When an operator types in the search bar, Forest sends a query to your back-end with the search string. The back-end applies it as a filter against your data source and returns matching records. Two search modes exist:
  • Normal search, searches fields in the current collection
  • Extended search, also searches fields in directly related collections. Operators can trigger extended search from the footer when normal results are empty.

Default Search Behavior

By default, Forest searches only specific field types:
Field typeDefault behavior
StringField contains the search string (case-insensitive)
EnumField equals the search string (case-insensitive)
NumberField equals the search string (if numeric)
UUIDField equals the search string
Other typesField is ignored

Replacing the Search Handler

Use replaceSearch in your back-end configuration to define exactly how search strings are translated into filters.
For large datasets, limit searchable fields to columns with database indexes. Searching unindexed fields causes full table scans.
In Node.js and Python, the handler receives a context with the generateSearchFilter helper. In Ruby, the replace_search block receives (search_string, extended_search) and returns a condition tree directly: there is no generate_search_filter helper, so you build the tree yourself.
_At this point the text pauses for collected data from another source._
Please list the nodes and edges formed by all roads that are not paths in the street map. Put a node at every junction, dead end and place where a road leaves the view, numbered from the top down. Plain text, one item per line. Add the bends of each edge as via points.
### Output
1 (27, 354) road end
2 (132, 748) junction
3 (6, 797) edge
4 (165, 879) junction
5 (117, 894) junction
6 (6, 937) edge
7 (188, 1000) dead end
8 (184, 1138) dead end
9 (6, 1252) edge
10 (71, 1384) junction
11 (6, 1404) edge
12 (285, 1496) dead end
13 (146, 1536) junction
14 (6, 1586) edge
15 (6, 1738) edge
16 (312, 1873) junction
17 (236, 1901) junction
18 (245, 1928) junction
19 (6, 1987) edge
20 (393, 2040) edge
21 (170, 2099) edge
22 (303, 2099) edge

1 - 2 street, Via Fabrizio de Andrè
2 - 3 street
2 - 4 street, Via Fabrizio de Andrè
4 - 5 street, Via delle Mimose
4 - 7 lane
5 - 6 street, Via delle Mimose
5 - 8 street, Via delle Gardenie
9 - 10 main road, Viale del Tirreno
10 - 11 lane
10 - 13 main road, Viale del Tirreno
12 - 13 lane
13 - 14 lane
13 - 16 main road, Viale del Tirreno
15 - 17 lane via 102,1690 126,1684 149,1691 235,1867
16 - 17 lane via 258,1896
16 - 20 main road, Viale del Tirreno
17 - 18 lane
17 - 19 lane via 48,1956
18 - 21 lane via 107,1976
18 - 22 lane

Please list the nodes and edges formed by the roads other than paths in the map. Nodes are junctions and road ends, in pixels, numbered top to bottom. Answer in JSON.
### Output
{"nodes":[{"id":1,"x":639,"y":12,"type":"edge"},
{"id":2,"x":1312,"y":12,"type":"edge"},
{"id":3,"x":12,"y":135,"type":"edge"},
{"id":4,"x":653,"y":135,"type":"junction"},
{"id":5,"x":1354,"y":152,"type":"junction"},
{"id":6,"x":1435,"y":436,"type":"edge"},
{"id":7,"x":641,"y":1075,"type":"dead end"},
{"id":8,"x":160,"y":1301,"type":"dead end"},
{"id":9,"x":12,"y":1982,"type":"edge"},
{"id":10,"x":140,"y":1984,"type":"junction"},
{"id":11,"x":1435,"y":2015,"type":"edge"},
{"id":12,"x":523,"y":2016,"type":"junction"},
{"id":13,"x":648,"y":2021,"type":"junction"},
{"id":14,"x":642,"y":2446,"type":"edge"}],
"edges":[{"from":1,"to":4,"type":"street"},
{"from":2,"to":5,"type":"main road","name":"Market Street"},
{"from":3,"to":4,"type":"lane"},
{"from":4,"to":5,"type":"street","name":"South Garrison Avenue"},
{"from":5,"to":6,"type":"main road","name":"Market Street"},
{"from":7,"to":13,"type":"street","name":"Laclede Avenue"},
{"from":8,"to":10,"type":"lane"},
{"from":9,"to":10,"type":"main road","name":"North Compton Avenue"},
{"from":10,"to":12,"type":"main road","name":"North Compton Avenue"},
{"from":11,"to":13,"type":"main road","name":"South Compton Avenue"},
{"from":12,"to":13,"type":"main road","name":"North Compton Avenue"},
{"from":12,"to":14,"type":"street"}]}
Restricting Which Fields Are Searched

agent.customizeCollection('people', collection => {
  collection.replaceSearch((searchString, extendedMode, context) => {
    return context.generateSearchFilter(searchString, {
      extended: extendedMode,
      onlyFields: ['firstName', 'lastName', 'email'],
    });
  });
});
agent.customizeCollection('people', collection => {
  collection.replaceSearch((searchString, extendedMode, context) => {
    return context.generateSearchFilter(searchString, {
      extended: extendedMode,
      excludeFields: ['internalNotes', 'legacyId'],
    });
  });
});
Different search logic depending on what the operator is searching for:
const referenceRegexp = /^[a-f]{16}$/i;
const barcodeRegexp = /^[0-9]{10}$/;

agent.customizeCollection('products', collection => {
  collection.replaceSearch(async (searchString, extendedMode, context) => {
    if (referenceRegexp.test(searchString))
      return { field: 'reference', operator: 'Equal', value: searchString };

    if (barcodeRegexp.test(searchString))
      return { field: 'barCode', operator: 'Equal', value: searchString };

    if (!extendedMode)
      return context.generateSearchFilter(searchString, { onlyFields: ['name'] });

    return context.generateSearchFilter(searchString, {
      onlyFields: ['name', 'description', 'brand:name'],
    });
  });
});

Integrating an External Search Engine

If your data is indexed in Algolia, Elasticsearch, or another service, call it directly in the search handler:
const algoliasearch = require('algoliasearch');
const client = algoliasearch('APPLICATION_ID', 'API_KEY');
const index = client.initIndex('products');

agent.customizeCollection('products', collection =>
  collection.replaceSearch(async (searchString) => {
    const { hits } = await index.search(searchString, {
      attributesToRetrieve: ['id'],
      hitsPerPage: 50,
    });

    return { field: 'id', operator: 'In', value: hits.map(h => h.id) };
  })
);
To remove the search bar from a collection entirely:
agent.customizeCollection('products', collection => {
  collection.disableSearch();
});
This is useful for collections where free-text search doesn’t apply, for example, collections that only display computed or joined data.